At 73, he was still running. Challenged by a young upstart from Argentina, Carvajal accepted and raced a marathon that ended with a few laps of El Cerro baseball stadium (now Latin American Stadium). He lost but spoke in front of the crowd there to watch the game.
Two or three days later, January 27, 1949, he was dead. A heart attack ended his life. Living in La Lisa—a rough neighborhood of Havana—he was found by friends in bad shape, before he died in the hospital.
Once again, there was an obituary for Félix de la Caridad Carvajal y Soto. This one stuck.
Today, Félix Carvajal’s name shows up as the fourth-place finisher in what Smithsonian magazine called the strangest marathon ever. Dig a little closer, and you can find tales of him running miles upon miles and race upon race—stories of him tipping his hat and stopping to chat with any and everyone along the 1904 Olympic course or carrying his metal rod he used for protection as a courier in the war in the late 1800s. Félix Carvajal, Corredor de Maratón, published in 1990, was a novelized biography of his life. There was even a 30-minute television special made on his life.
It was the end, however, that has been forgotten. Living in a shack in a poor neighborhood is not the life expected for an Olympian—a country’s first Olympian. Nothing is said about his family or his personal life. The profiles and newspaper clippings hinted at it, but it seems that Carvajal was never able to escape poverty. He was born with almost nothing, showed up to his races with almost nothing, and died with almost nothing. The few times he had enough money to travel, he took advantage of it and saw the world. And he always did it running.
In 2004, the town of San Antonio de los Baños held a 15-kilometer walk to commemorate the centennial of the 1904 Olympic marathon.
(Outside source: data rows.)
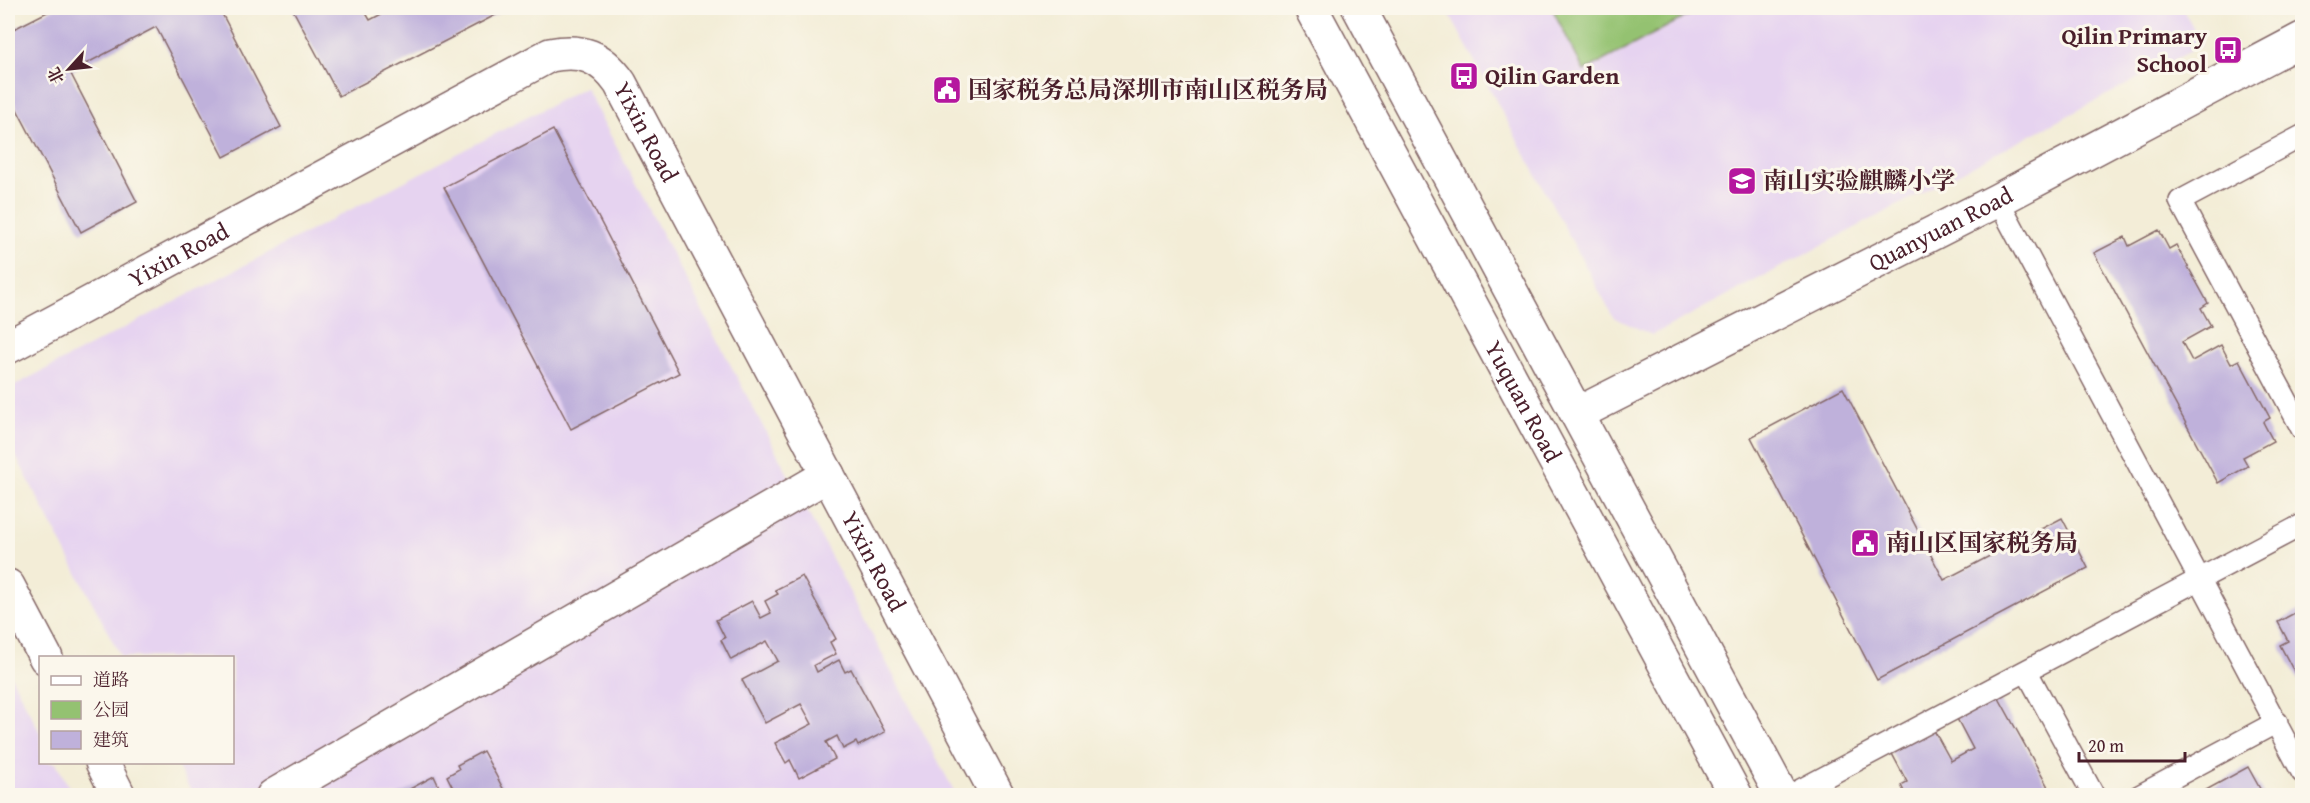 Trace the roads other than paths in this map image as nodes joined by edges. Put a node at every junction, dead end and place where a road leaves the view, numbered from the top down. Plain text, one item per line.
1 (1311, 8) edge
2 (1359, 8) edge
3 (2302, 39) edge
4 (2302, 136) edge
5 (1998, 201) junction
6 (8, 347) edge
7 (1577, 414) junction
8 (2302, 429) edge
9 (828, 476) junction
10 (2302, 525) edge
11 (2200, 579) junction
12 (8, 586) edge
13 (45, 656) edge
14 (2027, 672) junction
15 (2277, 722) junction
16 (103, 764) edge
17 (2302, 772) edge
18 (119, 795) edge
19 (273, 795) edge
20 (998, 795) edge
21 (1736, 795) edge
22 (1782, 795) edge
23 (1789, 795) edge
24 (2094, 795) edge
25 (2139, 795) edge

1 - 21 street, Yuquan Road
2 - 7 street, Yuquan Road
3 - 5 street, Quanyuan Road
4 - 8 lane
5 - 7 street, Quanyuan Road
5 - 11 lane
6 - 9 street, Yixin Road
7 - 22 street, Yuquan Road
9 - 19 street
9 - 20 street, Yixin Road
10 - 11 lane
11 - 14 lane
11 - 15 lane
12 - 13 street
14 - 23 lane
14 - 24 lane
15 - 17 lane
15 - 25 lane
16 - 18 street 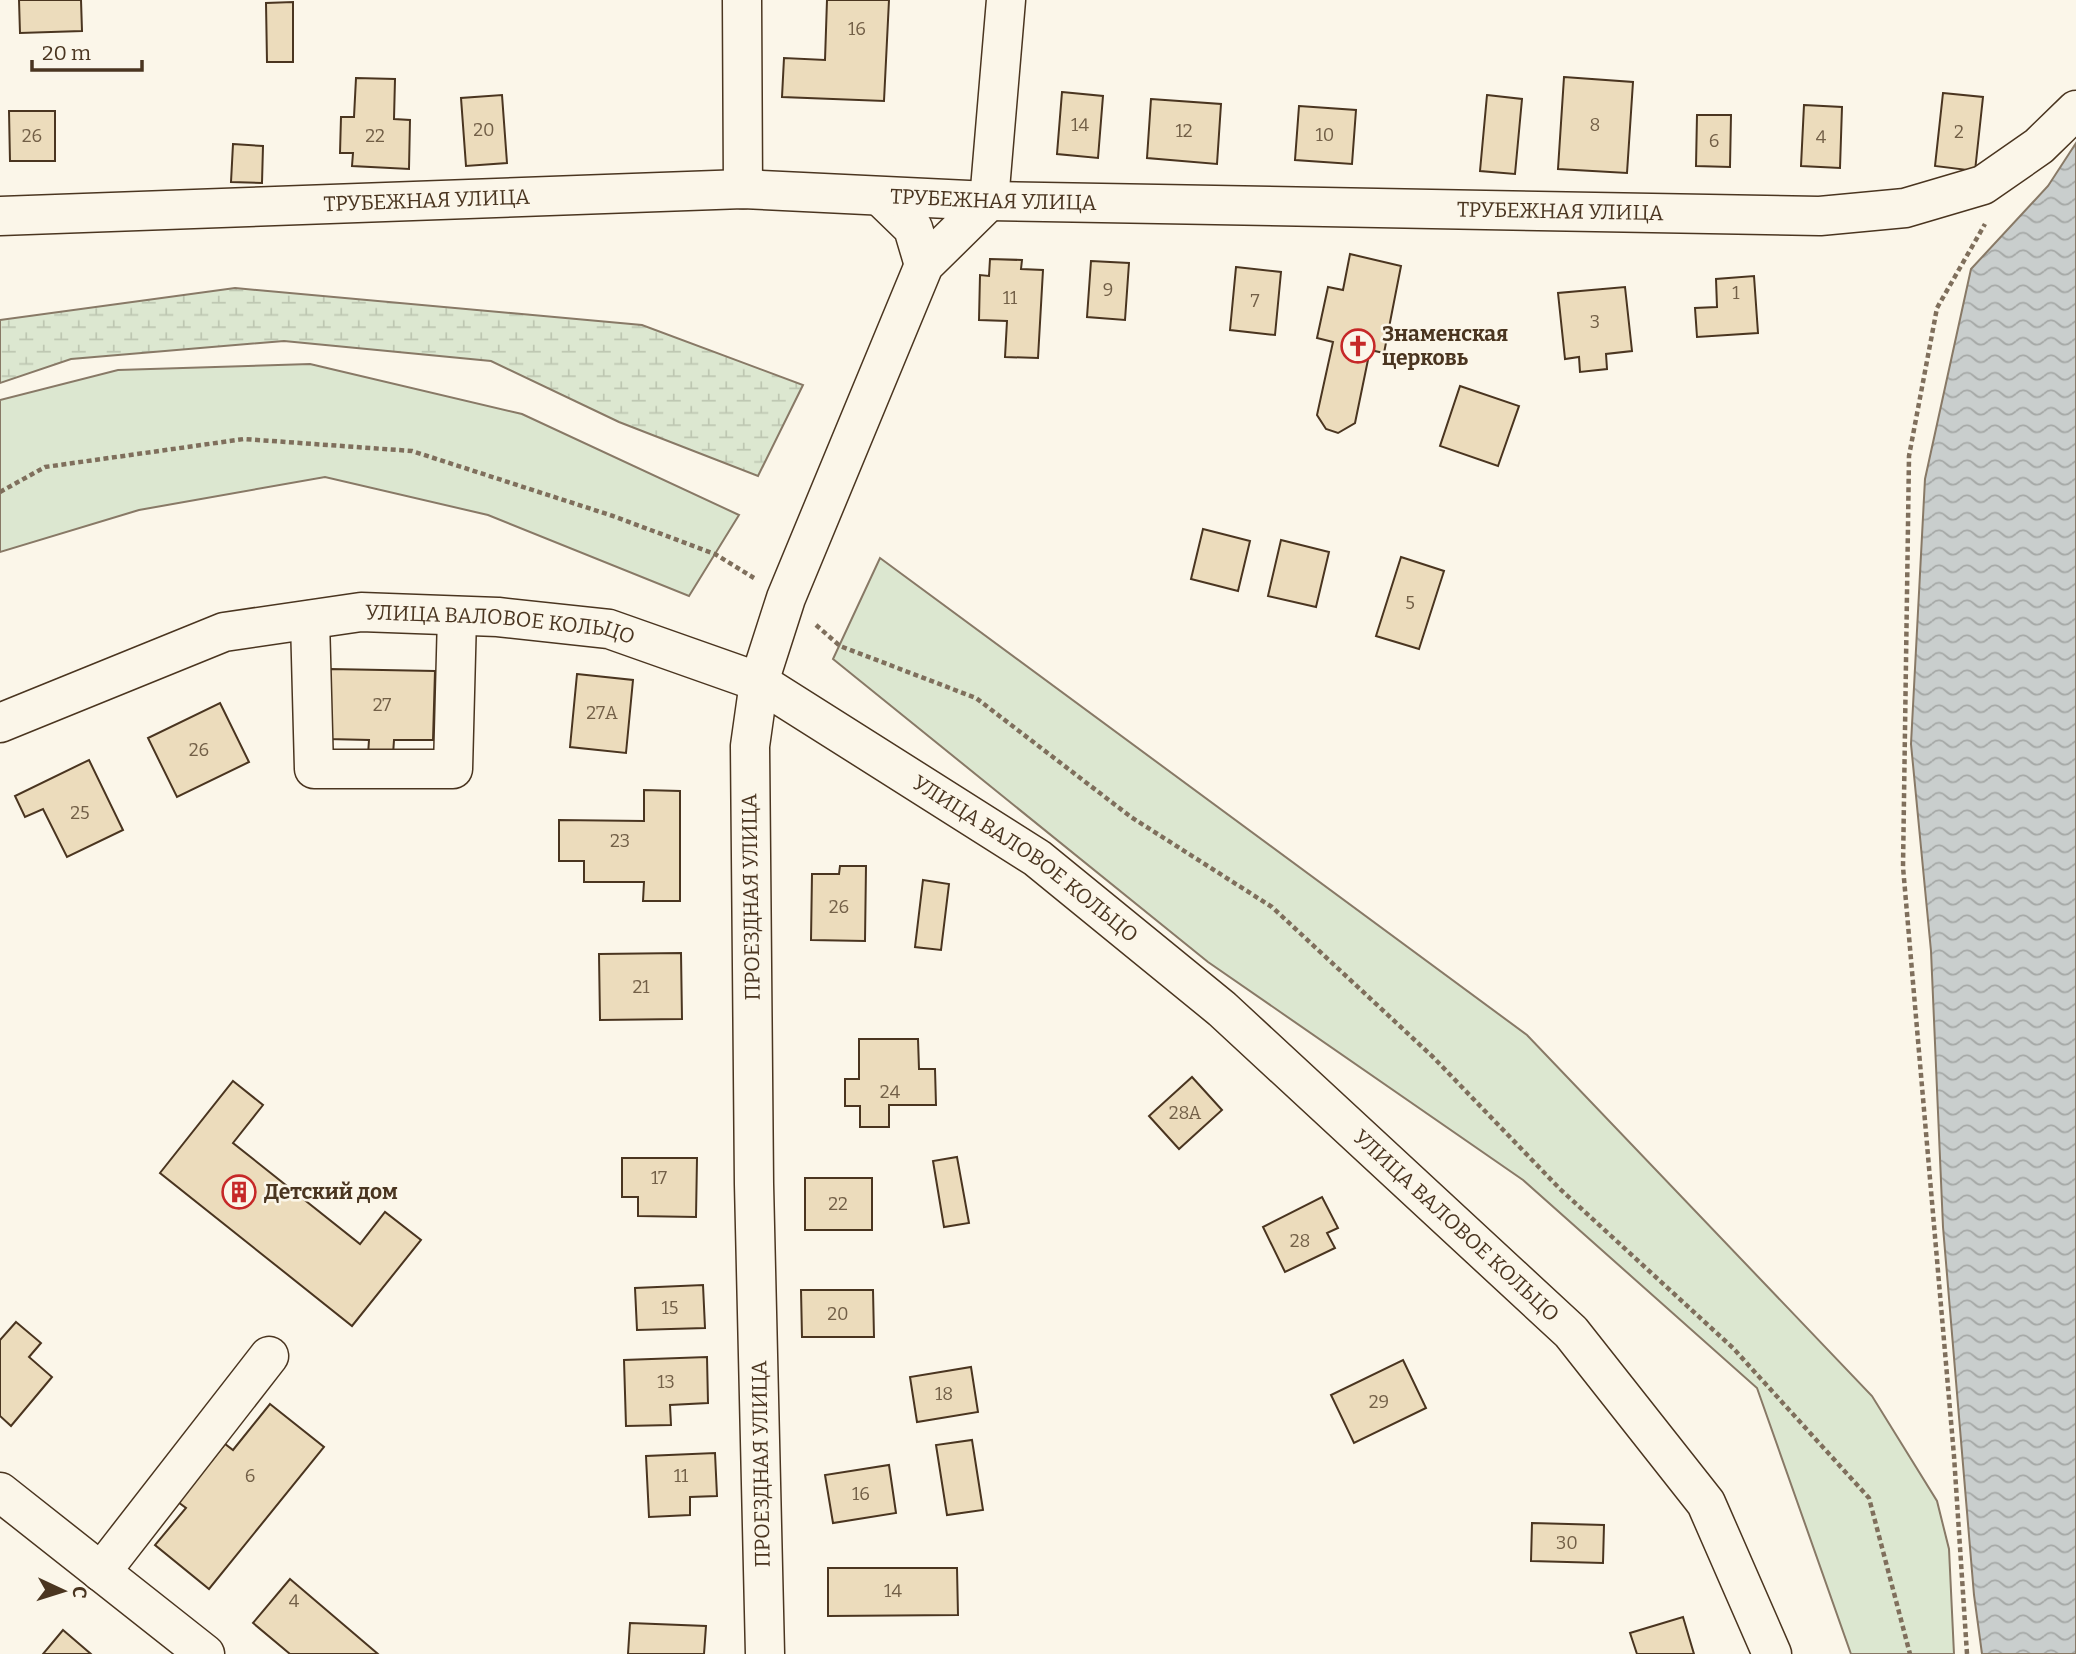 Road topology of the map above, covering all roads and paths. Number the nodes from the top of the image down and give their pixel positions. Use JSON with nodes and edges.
{"nodes":[{"id":1,"x":741,"y":0,"type":"edge"},
{"id":2,"x":1006,"y":0,"type":"edge"},
{"id":3,"x":2076,"y":110,"type":"edge"},
{"id":4,"x":743,"y":188,"type":"junction"},
{"id":5,"x":881,"y":197,"type":"junction"},
{"id":6,"x":1987,"y":200,"type":"junction"},
{"id":7,"x":989,"y":201,"type":"junction"},
{"id":8,"x":0,"y":216,"type":"edge"},
{"id":9,"x":924,"y":265,"type":"junction"},
{"id":10,"x":457,"y":615,"type":"junction"},
{"id":11,"x":310,"y":620,"type":"junction"},
{"id":12,"x":759,"y":682,"type":"junction"},
{"id":13,"x":0,"y":723,"type":"edge"},
{"id":14,"x":270,"y":1356,"type":"dead end"},
{"id":15,"x":0,"y":1492,"type":"edge"},
{"id":16,"x":101,"y":1572,"type":"junction"},
{"id":17,"x":205,"y":1654,"type":"edge"},
{"id":18,"x":765,"y":1654,"type":"edge"},
{"id":19,"x":1772,"y":1654,"type":"edge"},
{"id":20,"x":1967,"y":1654,"type":"edge"}],
"edges":[{"from":1,"to":4,"type":"street"},
{"from":2,"to":7,"type":"street"},
{"from":3,"to":6,"type":"street","name":"ТРУБЕЖНАЯ УЛИЦА"},
{"from":4,"to":5,"type":"street","name":"ТРУБЕЖНАЯ УЛИЦА"},
{"from":4,"to":8,"type":"street","name":"ТРУБЕЖНАЯ УЛИЦА"},
{"from":5,"to":7,"type":"street","name":"ТРУБЕЖНАЯ УЛИЦА"},
{"from":5,"to":9,"type":"street"},
{"from":6,"to":7,"type":"street","name":"ТРУБЕЖНАЯ УЛИЦА"},
{"from":6,"to":20,"type":"path"},
{"from":7,"to":9,"type":"street","name":"ПРОЕЗДНАЯ УЛИЦА"},
{"from":9,"to":12,"type":"street","name":"ПРОЕЗДНАЯ УЛИЦА"},
{"from":10,"to":11,"type":"street","name":"УЛИЦА ВАЛОВОЕ КОЛЬЦО"},
{"from":10,"to":11,"type":"street"},
{"from":10,"to":12,"type":"street","name":"УЛИЦА ВАЛОВОЕ КОЛЬЦО"},
{"from":11,"to":13,"type":"street","name":"УЛИЦА ВАЛОВОЕ КОЛЬЦО"},
{"from":12,"to":18,"type":"street","name":"ПРОЕЗДНАЯ УЛИЦА"},
{"from":12,"to":19,"type":"street","name":"УЛИЦА ВАЛОВОЕ КОЛЬЦО"},
{"from":14,"to":16,"type":"street"},
{"from":15,"to":16,"type":"street"},
{"from":16,"to":17,"type":"street"}]} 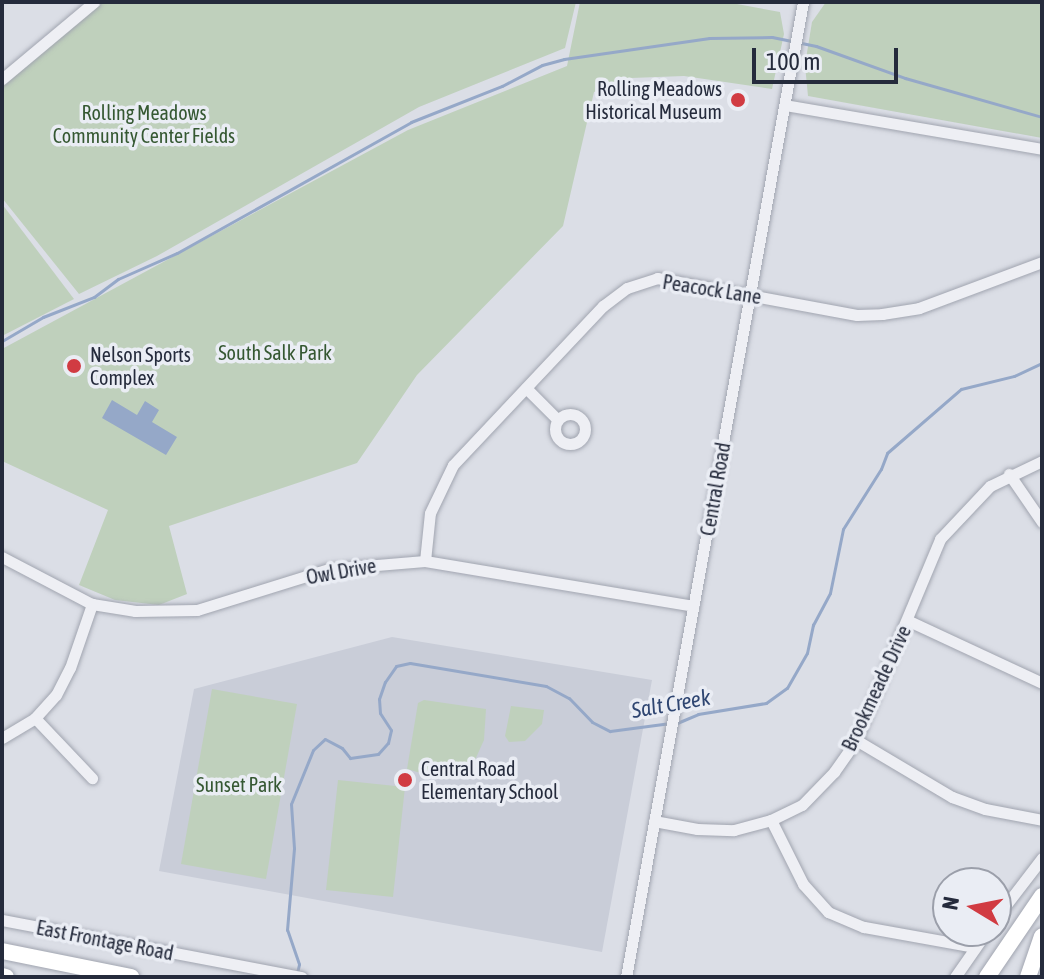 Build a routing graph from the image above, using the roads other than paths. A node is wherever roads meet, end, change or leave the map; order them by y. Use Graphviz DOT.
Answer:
graph roads {
  1 [pos="94,2"];
  2 [pos="803,2"];
  3 [pos="2,79"];
  4 [pos="785,105"];
  5 [pos="1042,149"];
  6 [pos="1042,262"];
  7 [pos="750,295"];
  8 [pos="526,388"];
  9 [pos="558,420"];
  10 [pos="1042,461"];
  11 [pos="1009,474"];
  12 [pos="1042,522"];
  13 [pos="2,557"];
  14 [pos="425,561"];
  15 [pos="92,604"];
  16 [pos="693,606"];
  17 [pos="907,620"];
  18 [pos="1042,683"];
  19 [pos="35,718"];
  20 [pos="2,738"];
  21 [pos="856,740"];
  22 [pos="92,778"];
  23 [pos="771,820"];
  24 [pos="1042,820"];
  25 [pos="654,821"];
  26 [pos="1042,858"];
  27 [pos="1042,896"];
  28 [pos="1012,897"];
  29 [pos="2,920"];
  30 [pos="1042,936"];
  31 [pos="932,939"];
  32 [pos="975,947"];
  33 [pos="2,951"];
  34 [pos="131,977"];
  35 [pos="302,977"];
  36 [pos="626,977"];
  37 [pos="955,977"];
  38 [pos="987,977"];
  39 [pos="1028,977"];
  1 -- 3 [label="street"];
  2 -- 4 [label="street, Central Road"];
  4 -- 5 [label="street"];
  4 -- 7 [label="street, Central Road"];
  6 -- 7 [label="street, Peacock Lane"];
  7 -- 8 [label="street, Peacock Lane"];
  7 -- 16 [label="street, Central Road"];
  8 -- 9 [label="street"];
  8 -- 14 [label="street, Peacock Lane"];
  10 -- 11 [label="street, Brookmeade Drive"];
  11 -- 12 [label="street"];
  11 -- 17 [label="street, Brookmeade Drive"];
  13 -- 15 [label="street, Owl Drive"];
  14 -- 15 [label="street, Owl Drive"];
  14 -- 16 [label="street, Owl Drive"];
  15 -- 19 [label="street"];
  16 -- 25 [label="street, Central Road"];
  17 -- 18 [label="street"];
  17 -- 21 [label="street, Brookmeade Drive"];
  19 -- 20 [label="street"];
  19 -- 22 [label="street"];
  21 -- 23 [label="street, Brookmeade Drive"];
  21 -- 24 [label="street"];
  23 -- 25 [label="street, Brookmeade Drive"];
  23 -- 31 [label="street"];
  25 -- 36 [label="street, Central Road"];
  26 -- 28 [label="street"];
  27 -- 38 [label="highway"];
  29 -- 35 [label="street, East Frontage Road"];
  30 -- 39 [label="highway"];
  32 -- 37 [label="street"];
  33 -- 34 [label="highway"];
}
Even 55 years after his death, he is still remembered. Same goes for when a tweet about that 1904 marathon goes viral. This story and somber ending is not to dissuade anyone from recalling Carvajal in a positive light or laughing at how ludicrous that run. By all accounts, even when he was down, he ran his ass off.
This story is asking that you remember Félix de la Caridad Carvajal y Soto as a mustachioed runner who had to cut his pants before the Olympics and who, despite early 1900s fame, never had the riches that one might expect to come with it. This story is asking that you take all those wild and almost unfathomable tales about Carvajal and look at them with marvel. It is also asking that you accept that as rosy as we might remember some things from 100 years ago, it might not be quite as wonderful as we thought. That’s the story of Carvajal, a runner who saw the world, but never conquered it.
It used to be easy to disappear, but nowadays, it is also easy to be found.